━━ Task input

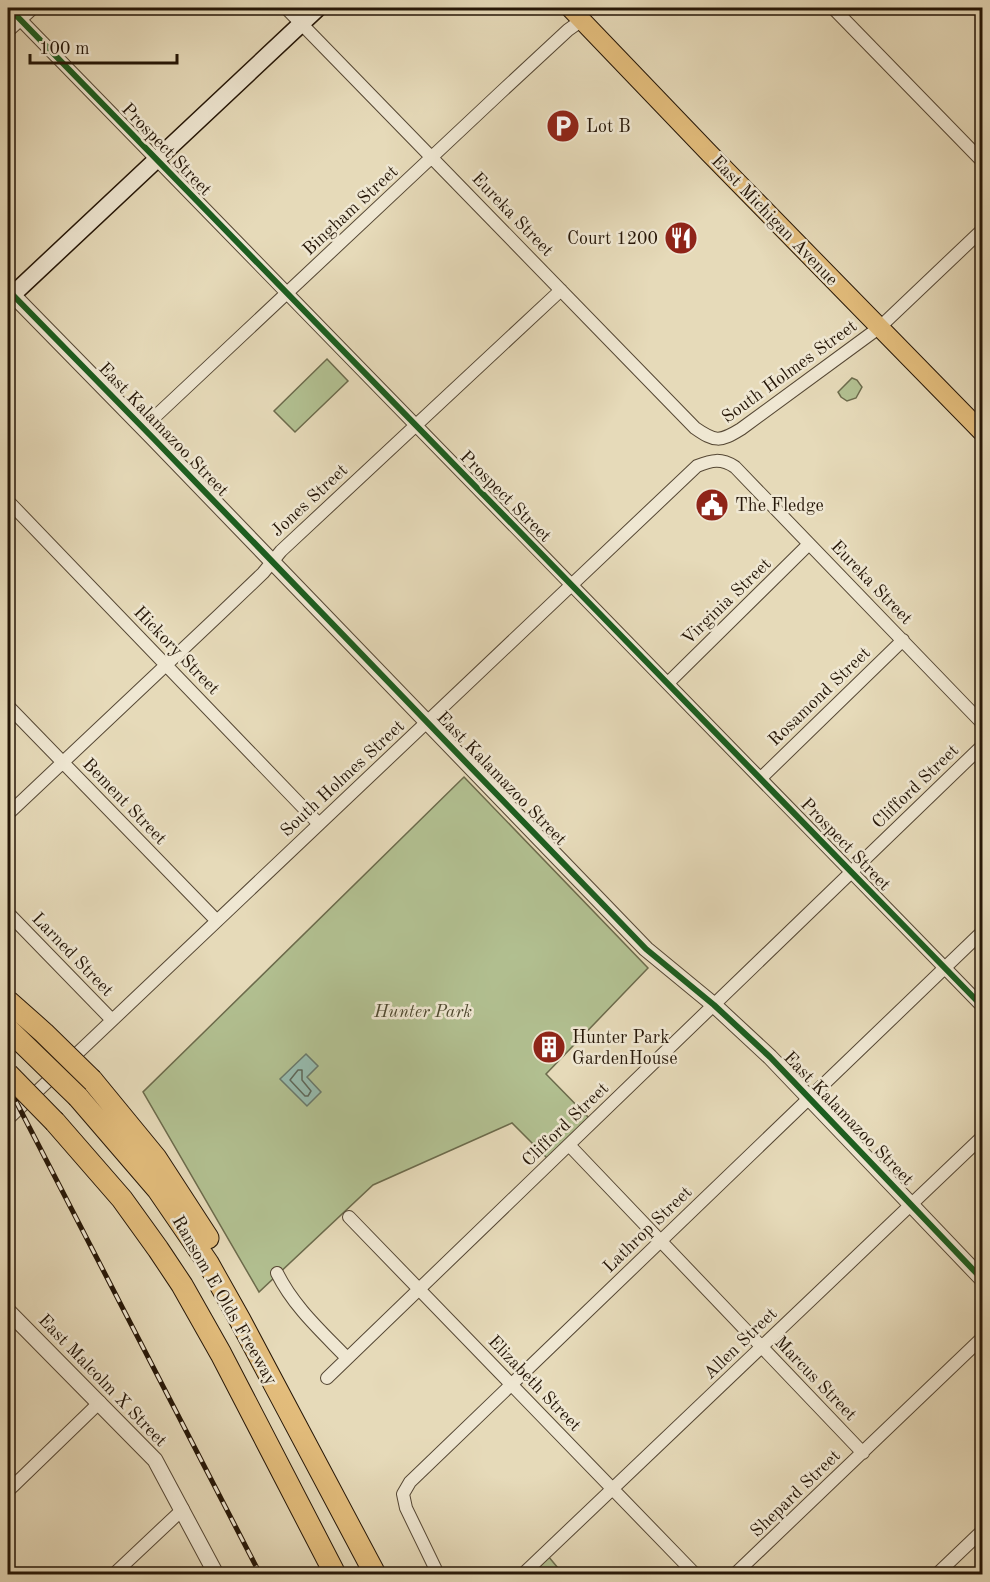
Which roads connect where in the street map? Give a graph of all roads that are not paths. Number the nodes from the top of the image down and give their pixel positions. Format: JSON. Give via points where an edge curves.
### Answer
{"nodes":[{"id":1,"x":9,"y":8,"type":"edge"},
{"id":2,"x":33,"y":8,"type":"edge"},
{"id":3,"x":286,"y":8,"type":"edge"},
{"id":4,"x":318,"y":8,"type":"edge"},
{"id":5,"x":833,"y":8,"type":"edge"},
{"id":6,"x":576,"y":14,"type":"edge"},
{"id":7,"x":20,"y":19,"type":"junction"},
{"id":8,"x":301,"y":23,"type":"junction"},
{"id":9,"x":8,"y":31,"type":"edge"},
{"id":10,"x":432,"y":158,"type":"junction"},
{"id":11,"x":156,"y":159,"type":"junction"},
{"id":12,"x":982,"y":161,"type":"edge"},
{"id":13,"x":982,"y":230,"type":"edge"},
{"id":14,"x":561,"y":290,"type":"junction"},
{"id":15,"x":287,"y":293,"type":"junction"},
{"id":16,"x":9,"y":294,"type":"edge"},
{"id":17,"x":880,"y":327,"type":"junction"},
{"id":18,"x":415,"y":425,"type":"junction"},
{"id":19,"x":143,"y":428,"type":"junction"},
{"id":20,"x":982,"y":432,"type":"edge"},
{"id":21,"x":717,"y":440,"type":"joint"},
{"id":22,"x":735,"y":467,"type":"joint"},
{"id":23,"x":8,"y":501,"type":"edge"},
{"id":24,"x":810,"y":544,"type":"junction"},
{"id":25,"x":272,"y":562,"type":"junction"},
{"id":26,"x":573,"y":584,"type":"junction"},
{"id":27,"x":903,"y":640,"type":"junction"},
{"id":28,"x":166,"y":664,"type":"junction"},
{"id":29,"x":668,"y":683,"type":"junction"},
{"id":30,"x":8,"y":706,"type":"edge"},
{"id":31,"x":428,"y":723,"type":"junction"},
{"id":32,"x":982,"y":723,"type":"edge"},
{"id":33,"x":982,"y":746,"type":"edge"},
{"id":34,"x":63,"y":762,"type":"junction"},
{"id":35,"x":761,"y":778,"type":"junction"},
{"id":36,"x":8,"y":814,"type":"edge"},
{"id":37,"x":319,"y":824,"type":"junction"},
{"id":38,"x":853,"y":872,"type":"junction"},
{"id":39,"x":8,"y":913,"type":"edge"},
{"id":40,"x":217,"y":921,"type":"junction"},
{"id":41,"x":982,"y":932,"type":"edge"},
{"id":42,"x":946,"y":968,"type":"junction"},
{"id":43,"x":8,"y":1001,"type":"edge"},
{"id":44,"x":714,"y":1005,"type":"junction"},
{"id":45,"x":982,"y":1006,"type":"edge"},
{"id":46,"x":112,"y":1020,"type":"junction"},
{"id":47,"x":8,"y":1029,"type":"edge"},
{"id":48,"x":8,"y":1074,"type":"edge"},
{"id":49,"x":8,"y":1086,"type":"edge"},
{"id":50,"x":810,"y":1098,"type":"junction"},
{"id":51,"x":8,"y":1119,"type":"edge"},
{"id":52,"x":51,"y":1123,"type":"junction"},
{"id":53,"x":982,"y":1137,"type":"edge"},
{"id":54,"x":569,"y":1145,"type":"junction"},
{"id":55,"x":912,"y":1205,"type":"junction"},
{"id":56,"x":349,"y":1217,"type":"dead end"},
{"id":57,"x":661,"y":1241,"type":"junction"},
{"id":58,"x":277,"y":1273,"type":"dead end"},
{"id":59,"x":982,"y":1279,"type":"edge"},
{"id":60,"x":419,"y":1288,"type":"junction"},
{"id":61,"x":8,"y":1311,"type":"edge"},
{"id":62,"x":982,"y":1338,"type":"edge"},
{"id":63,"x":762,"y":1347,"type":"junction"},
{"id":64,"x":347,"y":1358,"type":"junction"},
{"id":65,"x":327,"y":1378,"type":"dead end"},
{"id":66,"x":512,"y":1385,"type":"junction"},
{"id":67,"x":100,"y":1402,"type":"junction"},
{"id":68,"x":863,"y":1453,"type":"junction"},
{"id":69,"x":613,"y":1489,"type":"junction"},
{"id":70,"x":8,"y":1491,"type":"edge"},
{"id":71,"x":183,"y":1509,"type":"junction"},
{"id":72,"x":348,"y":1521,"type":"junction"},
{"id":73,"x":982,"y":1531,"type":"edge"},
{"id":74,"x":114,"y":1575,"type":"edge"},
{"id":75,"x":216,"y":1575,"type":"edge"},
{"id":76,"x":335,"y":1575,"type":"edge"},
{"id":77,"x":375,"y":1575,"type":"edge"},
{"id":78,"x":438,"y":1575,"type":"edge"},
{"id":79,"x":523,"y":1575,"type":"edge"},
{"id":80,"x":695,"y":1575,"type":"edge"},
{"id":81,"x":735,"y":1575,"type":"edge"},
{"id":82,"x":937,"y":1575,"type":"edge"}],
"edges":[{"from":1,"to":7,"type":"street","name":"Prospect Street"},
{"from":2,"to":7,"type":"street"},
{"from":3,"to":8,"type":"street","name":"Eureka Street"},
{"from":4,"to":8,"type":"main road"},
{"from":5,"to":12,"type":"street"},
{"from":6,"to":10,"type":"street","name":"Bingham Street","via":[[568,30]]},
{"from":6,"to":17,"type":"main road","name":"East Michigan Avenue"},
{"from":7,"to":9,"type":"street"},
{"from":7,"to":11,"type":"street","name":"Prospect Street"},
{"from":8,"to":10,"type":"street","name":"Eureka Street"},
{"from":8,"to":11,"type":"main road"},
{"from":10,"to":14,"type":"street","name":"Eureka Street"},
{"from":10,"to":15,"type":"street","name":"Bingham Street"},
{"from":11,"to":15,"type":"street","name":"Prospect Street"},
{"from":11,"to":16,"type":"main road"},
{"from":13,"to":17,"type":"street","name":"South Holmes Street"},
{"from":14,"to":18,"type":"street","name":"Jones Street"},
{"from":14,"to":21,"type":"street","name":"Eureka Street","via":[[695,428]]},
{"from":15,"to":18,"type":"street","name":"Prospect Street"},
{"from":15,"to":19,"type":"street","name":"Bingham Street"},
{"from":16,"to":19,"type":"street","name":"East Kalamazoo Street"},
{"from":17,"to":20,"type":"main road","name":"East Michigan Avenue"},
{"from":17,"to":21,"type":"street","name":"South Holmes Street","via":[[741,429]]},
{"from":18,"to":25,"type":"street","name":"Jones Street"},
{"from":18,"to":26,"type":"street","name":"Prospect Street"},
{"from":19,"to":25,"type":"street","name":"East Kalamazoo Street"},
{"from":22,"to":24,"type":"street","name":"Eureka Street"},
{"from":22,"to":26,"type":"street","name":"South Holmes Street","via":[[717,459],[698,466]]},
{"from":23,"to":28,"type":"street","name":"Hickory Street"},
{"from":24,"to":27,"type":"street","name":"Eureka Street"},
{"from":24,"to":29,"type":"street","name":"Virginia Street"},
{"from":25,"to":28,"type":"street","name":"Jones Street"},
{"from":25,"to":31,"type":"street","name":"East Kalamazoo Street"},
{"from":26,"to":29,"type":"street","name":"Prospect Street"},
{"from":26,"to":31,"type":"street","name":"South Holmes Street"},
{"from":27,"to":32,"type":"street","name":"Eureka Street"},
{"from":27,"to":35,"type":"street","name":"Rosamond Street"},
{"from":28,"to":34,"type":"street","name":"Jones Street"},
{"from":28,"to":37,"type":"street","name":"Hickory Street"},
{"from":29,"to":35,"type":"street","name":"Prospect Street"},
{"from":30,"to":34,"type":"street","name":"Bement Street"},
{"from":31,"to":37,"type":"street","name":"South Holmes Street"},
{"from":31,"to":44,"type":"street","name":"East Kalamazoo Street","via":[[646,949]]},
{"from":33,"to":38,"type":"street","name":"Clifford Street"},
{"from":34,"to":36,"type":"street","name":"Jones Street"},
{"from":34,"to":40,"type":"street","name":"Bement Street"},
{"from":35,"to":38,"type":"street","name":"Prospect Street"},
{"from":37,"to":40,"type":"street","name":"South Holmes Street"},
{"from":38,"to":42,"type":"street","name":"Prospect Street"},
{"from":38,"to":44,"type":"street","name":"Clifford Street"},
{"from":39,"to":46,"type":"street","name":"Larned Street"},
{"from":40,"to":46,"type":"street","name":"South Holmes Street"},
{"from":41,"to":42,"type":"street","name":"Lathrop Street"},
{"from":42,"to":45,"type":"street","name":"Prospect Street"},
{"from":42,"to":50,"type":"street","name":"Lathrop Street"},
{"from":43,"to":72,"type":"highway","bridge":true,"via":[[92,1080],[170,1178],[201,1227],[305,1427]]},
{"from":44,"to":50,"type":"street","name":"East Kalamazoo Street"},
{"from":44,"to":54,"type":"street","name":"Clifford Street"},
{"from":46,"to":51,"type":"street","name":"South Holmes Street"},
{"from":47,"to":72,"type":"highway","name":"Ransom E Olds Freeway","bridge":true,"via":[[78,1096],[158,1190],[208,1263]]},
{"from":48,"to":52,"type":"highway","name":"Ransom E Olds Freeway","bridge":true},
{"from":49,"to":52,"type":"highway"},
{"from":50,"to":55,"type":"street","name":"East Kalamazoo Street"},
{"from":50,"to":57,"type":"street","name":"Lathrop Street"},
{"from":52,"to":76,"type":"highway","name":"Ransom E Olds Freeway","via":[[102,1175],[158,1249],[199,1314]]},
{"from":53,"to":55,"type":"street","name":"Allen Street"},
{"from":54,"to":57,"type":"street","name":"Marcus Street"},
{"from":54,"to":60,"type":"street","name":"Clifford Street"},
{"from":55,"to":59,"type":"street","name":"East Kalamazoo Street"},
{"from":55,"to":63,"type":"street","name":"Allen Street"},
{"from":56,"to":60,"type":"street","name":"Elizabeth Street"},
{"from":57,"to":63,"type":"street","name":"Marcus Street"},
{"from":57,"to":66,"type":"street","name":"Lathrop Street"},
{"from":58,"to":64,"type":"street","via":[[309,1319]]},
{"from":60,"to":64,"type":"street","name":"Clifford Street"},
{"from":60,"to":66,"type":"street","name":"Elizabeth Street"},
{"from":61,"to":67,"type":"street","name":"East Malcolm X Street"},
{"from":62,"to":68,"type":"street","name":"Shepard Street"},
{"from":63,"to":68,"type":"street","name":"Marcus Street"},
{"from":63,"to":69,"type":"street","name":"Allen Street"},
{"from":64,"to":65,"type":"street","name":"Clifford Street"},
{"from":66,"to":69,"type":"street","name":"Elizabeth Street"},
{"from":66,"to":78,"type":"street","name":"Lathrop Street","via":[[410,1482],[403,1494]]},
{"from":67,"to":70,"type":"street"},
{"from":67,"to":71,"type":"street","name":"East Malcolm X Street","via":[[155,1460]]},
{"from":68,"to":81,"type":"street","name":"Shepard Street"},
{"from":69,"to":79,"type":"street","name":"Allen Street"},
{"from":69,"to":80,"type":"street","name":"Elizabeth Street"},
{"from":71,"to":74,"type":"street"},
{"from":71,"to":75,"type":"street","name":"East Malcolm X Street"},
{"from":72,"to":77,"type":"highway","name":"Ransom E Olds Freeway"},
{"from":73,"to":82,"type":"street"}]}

━━━━

Extract all lines from the material above that include the word "Freeway".

{"from":47,"to":72,"type":"highway","name":"Ransom E Olds Freeway","bridge":true,"via":[[78,1096],[158,1190],[208,1263]]},
{"from":48,"to":52,"type":"highway","name":"Ransom E Olds Freeway","bridge":true},
{"from":52,"to":76,"type":"highway","name":"Ransom E Olds Freeway","via":[[102,1175],[158,1249],[199,1314]]},
{"from":72,"to":77,"type":"highway","name":"Ransom E Olds Freeway"},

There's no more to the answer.